##### DATA FOR REVIEW

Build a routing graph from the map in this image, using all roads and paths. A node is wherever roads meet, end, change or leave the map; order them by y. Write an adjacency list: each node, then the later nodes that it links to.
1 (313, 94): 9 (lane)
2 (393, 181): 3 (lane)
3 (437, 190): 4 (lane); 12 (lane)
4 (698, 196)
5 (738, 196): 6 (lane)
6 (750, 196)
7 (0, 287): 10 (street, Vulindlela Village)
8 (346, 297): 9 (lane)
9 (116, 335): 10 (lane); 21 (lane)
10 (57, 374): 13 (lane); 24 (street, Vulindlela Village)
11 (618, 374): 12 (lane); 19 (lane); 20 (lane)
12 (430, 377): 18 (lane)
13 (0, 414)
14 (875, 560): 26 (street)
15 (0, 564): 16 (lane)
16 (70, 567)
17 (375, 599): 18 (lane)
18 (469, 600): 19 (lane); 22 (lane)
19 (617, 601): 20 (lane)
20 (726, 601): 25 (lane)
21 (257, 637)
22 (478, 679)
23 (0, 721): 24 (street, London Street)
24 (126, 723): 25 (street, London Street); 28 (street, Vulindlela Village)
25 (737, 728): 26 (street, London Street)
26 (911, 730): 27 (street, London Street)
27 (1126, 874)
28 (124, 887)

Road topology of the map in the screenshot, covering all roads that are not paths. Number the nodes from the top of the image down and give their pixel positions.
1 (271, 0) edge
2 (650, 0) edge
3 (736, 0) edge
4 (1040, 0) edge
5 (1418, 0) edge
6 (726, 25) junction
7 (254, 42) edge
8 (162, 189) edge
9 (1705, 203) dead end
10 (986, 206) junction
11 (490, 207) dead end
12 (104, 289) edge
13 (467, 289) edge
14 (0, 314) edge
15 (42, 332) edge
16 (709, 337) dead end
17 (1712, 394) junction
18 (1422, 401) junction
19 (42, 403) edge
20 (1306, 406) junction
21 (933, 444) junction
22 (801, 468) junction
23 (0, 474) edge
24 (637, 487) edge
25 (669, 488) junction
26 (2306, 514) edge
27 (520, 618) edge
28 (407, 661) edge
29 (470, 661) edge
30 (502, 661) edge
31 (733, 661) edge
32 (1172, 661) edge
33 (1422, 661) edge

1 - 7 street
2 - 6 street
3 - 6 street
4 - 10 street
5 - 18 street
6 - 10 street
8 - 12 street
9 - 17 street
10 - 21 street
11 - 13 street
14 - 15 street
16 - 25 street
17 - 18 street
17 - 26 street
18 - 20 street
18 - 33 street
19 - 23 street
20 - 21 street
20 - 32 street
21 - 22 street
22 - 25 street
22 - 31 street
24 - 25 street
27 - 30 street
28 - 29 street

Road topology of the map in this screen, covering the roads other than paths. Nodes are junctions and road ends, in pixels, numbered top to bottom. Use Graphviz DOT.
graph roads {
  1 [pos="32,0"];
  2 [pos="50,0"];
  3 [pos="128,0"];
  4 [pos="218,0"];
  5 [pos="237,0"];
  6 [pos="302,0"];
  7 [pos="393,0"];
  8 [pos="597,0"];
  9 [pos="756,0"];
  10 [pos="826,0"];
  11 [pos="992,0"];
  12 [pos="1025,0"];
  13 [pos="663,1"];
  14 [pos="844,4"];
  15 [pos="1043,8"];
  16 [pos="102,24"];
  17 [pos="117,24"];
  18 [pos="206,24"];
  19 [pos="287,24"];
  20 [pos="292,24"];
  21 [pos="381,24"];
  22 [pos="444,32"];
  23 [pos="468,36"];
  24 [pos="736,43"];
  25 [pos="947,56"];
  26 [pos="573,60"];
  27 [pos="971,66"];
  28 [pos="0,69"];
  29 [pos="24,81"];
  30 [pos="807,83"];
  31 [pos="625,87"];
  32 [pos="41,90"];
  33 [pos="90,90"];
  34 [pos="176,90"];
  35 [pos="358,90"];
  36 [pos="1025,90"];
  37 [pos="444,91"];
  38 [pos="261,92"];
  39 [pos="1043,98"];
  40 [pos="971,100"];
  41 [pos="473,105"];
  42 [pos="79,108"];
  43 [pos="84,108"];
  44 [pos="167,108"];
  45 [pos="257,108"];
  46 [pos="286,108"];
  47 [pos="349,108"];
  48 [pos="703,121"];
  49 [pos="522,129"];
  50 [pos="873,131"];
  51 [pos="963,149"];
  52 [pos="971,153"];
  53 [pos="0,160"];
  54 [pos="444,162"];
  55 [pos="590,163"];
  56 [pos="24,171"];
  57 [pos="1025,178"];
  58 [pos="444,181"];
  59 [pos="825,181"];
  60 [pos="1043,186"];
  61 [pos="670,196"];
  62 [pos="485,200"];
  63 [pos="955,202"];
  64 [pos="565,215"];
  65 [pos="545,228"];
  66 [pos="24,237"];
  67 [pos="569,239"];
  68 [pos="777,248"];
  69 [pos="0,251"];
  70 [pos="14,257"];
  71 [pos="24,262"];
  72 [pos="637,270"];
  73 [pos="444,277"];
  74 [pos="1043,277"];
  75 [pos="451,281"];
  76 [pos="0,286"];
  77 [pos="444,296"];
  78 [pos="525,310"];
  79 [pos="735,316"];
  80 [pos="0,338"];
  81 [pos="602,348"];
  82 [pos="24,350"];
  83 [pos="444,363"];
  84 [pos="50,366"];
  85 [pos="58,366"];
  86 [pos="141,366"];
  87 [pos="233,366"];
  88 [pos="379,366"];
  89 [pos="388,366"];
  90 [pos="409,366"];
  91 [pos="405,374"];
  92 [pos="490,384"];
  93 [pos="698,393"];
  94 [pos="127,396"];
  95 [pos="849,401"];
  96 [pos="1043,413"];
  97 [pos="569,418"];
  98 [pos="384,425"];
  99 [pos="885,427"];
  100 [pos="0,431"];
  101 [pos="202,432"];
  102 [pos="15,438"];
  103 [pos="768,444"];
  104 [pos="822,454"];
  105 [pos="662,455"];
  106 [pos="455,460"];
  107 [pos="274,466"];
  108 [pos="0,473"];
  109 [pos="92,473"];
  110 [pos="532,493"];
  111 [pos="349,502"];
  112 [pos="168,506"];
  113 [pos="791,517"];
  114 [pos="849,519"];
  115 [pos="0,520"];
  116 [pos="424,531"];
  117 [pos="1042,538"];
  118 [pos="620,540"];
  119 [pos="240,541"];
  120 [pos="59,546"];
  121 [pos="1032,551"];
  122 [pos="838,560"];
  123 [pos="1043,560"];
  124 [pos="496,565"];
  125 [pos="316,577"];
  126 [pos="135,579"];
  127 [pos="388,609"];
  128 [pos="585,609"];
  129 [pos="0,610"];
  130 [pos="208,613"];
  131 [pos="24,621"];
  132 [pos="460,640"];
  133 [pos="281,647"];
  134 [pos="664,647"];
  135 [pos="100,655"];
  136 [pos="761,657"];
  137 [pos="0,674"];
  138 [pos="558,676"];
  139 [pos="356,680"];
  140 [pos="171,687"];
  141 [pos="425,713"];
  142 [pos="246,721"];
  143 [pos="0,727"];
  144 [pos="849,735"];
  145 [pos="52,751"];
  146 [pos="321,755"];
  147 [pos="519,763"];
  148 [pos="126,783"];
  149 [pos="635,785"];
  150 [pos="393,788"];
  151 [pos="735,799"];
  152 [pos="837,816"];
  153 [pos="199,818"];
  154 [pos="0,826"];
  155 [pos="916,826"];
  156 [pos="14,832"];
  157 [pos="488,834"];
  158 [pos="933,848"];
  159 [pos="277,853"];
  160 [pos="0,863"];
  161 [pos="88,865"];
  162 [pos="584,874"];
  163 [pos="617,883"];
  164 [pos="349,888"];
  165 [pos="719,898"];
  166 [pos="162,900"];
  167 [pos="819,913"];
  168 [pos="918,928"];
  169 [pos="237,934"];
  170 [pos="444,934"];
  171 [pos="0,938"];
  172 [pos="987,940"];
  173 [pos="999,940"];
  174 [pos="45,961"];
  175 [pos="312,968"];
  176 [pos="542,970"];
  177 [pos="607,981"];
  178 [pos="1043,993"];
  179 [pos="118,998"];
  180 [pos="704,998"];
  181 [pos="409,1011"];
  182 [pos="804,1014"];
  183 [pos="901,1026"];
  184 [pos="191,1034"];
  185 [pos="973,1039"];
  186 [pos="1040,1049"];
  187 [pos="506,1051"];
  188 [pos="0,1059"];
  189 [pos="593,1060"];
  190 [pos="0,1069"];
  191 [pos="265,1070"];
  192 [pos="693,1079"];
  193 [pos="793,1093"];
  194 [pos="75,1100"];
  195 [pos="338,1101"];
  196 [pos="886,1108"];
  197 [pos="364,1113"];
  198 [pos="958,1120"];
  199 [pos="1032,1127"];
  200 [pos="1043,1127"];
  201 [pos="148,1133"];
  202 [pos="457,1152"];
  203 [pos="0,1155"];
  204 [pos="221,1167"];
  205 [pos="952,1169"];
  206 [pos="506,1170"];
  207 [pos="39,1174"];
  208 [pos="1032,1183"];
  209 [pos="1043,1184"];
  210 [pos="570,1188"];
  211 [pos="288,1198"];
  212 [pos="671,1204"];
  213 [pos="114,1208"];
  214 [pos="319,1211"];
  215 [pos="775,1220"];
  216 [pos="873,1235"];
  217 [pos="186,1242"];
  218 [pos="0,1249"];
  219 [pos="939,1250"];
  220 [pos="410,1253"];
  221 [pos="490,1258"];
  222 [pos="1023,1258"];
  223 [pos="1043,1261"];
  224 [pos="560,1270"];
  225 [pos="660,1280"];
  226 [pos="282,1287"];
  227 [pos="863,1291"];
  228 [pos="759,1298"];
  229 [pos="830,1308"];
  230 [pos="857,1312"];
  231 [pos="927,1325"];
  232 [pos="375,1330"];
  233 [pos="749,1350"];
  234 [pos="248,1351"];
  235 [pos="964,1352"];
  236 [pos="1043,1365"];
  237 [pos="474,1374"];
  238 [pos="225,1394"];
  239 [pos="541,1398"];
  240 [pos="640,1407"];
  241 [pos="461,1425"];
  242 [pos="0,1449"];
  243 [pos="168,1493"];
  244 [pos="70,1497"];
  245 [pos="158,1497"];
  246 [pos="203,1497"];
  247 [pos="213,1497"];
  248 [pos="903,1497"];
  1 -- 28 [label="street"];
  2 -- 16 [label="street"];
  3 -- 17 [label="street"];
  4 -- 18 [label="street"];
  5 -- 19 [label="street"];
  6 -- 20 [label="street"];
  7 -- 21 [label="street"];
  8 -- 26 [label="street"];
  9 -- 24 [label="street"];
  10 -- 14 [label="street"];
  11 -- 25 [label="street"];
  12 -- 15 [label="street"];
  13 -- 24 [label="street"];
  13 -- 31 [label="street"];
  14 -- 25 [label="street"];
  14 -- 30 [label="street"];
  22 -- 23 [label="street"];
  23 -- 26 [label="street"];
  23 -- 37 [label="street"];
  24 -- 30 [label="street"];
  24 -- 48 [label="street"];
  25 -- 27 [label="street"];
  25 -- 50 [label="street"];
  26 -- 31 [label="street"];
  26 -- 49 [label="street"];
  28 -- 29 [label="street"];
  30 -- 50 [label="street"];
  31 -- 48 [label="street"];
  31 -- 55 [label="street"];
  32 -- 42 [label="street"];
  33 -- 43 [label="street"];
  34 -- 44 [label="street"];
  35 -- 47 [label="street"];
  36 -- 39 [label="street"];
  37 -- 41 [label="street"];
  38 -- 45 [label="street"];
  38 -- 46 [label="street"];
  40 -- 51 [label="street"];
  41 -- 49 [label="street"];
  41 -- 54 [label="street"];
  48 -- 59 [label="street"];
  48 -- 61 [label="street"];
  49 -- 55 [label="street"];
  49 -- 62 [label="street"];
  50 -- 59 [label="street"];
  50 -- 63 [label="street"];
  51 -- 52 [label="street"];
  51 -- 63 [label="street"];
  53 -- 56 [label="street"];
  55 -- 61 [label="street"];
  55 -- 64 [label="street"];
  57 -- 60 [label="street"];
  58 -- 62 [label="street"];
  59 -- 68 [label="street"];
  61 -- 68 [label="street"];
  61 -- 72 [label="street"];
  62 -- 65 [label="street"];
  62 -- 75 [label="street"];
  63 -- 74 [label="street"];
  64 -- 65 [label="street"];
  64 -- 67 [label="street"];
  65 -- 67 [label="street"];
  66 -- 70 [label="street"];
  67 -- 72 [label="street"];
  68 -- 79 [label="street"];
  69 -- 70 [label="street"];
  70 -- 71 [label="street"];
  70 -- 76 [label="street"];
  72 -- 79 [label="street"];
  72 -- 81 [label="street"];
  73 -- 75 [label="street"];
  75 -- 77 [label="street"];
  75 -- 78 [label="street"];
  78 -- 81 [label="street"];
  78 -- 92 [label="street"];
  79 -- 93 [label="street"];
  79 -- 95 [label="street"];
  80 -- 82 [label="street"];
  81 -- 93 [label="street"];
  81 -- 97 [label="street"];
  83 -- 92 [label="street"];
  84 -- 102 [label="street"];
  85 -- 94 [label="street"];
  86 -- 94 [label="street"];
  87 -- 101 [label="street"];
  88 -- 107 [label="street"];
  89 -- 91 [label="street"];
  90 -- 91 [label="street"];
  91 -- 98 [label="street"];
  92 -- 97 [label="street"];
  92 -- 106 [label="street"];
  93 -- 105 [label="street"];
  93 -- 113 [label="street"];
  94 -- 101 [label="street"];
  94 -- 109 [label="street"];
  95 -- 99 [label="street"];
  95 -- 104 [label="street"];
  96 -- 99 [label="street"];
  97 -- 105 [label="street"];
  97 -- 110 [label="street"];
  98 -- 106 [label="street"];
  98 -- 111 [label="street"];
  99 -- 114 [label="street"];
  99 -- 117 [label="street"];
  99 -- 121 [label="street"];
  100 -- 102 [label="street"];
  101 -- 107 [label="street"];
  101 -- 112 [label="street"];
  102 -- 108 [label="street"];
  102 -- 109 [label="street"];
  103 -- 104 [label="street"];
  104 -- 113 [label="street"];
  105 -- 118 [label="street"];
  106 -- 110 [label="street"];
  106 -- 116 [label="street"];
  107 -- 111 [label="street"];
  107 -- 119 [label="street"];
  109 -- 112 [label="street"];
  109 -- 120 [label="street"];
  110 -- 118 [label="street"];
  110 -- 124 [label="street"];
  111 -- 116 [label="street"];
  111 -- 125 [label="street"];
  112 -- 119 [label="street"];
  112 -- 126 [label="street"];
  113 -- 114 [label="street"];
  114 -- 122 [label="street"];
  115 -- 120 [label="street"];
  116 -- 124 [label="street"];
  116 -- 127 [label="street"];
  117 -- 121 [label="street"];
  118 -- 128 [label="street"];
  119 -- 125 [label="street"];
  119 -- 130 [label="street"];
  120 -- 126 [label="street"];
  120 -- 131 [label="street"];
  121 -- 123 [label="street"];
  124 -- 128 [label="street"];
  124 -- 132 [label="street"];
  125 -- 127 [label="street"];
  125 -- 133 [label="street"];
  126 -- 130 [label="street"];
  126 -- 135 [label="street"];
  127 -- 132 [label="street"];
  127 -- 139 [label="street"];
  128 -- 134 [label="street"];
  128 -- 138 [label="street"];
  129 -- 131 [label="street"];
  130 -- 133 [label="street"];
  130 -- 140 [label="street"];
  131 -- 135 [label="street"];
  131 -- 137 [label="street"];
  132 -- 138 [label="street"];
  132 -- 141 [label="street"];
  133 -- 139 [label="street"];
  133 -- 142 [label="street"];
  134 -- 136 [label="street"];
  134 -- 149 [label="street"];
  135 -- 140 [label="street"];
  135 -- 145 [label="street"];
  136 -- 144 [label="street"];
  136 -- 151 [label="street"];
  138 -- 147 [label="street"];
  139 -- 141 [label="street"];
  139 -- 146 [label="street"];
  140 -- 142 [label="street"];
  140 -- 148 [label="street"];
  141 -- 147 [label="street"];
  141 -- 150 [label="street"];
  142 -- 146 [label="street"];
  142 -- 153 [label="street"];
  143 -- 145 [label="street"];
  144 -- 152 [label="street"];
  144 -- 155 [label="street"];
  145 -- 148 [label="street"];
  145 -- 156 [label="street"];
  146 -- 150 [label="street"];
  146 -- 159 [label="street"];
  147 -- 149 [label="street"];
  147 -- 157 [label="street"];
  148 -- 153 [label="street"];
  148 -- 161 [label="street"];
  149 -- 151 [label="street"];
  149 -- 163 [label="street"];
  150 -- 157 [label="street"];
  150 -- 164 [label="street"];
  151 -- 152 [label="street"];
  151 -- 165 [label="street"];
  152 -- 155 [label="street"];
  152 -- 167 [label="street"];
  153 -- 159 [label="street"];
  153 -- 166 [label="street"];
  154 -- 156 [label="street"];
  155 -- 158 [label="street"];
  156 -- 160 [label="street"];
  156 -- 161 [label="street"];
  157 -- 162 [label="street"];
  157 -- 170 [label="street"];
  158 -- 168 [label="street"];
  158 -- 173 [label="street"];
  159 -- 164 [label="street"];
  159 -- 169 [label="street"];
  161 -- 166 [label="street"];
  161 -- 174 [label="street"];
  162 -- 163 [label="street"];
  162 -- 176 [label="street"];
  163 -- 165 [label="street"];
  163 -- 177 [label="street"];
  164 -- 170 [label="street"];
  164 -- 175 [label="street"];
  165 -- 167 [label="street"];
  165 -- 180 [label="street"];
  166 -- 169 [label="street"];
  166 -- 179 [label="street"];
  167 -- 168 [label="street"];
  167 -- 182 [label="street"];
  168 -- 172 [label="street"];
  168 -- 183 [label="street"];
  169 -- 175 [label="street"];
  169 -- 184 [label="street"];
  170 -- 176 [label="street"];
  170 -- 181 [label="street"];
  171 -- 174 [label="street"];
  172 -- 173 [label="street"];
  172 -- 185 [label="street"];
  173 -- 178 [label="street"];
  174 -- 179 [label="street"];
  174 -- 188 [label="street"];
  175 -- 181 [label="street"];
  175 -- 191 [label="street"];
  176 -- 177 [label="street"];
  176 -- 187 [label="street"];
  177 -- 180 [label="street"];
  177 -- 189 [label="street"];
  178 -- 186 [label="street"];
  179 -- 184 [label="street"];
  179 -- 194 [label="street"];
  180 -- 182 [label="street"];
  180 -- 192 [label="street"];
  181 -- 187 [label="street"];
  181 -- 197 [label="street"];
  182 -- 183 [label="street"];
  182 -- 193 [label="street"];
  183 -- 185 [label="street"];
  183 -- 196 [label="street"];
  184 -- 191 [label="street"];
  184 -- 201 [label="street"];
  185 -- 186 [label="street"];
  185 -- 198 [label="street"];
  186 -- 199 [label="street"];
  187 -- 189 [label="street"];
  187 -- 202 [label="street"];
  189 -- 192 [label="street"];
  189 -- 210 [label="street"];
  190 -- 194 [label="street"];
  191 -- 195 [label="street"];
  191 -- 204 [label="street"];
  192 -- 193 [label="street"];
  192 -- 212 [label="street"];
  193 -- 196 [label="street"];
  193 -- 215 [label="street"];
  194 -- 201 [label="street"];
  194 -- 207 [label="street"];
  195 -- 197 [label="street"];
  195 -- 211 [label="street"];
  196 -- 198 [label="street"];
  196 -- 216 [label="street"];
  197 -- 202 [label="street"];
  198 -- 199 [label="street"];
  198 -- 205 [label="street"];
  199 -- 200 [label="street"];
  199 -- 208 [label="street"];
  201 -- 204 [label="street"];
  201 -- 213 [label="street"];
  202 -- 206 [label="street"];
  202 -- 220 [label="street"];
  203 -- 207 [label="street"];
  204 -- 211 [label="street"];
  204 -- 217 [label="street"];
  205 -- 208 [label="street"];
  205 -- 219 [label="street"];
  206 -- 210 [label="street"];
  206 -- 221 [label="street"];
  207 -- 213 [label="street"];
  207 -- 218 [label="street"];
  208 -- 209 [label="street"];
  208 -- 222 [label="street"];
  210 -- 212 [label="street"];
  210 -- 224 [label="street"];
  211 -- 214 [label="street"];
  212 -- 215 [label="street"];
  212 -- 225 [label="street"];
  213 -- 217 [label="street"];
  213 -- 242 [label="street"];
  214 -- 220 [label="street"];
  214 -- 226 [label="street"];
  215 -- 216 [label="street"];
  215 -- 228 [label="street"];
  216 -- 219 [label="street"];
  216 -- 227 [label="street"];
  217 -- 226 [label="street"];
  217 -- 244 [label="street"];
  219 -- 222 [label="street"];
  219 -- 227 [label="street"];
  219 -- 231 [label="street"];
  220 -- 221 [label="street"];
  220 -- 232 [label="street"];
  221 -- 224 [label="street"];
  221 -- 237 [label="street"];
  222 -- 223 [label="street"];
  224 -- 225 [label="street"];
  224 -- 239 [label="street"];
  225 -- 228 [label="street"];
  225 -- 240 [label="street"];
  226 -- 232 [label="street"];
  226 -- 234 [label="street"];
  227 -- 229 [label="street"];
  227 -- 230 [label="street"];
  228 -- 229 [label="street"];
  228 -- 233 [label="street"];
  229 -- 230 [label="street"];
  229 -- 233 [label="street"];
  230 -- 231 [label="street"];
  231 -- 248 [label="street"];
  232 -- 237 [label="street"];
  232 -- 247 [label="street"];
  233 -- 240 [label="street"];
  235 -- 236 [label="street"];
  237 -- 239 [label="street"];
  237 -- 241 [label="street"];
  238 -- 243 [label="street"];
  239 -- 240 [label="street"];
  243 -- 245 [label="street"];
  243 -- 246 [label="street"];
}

##########

EXERCISE PROMPT -> Please work out how many lines in the records hold the string "that", and give only the number.

ANSWER BOX -> 2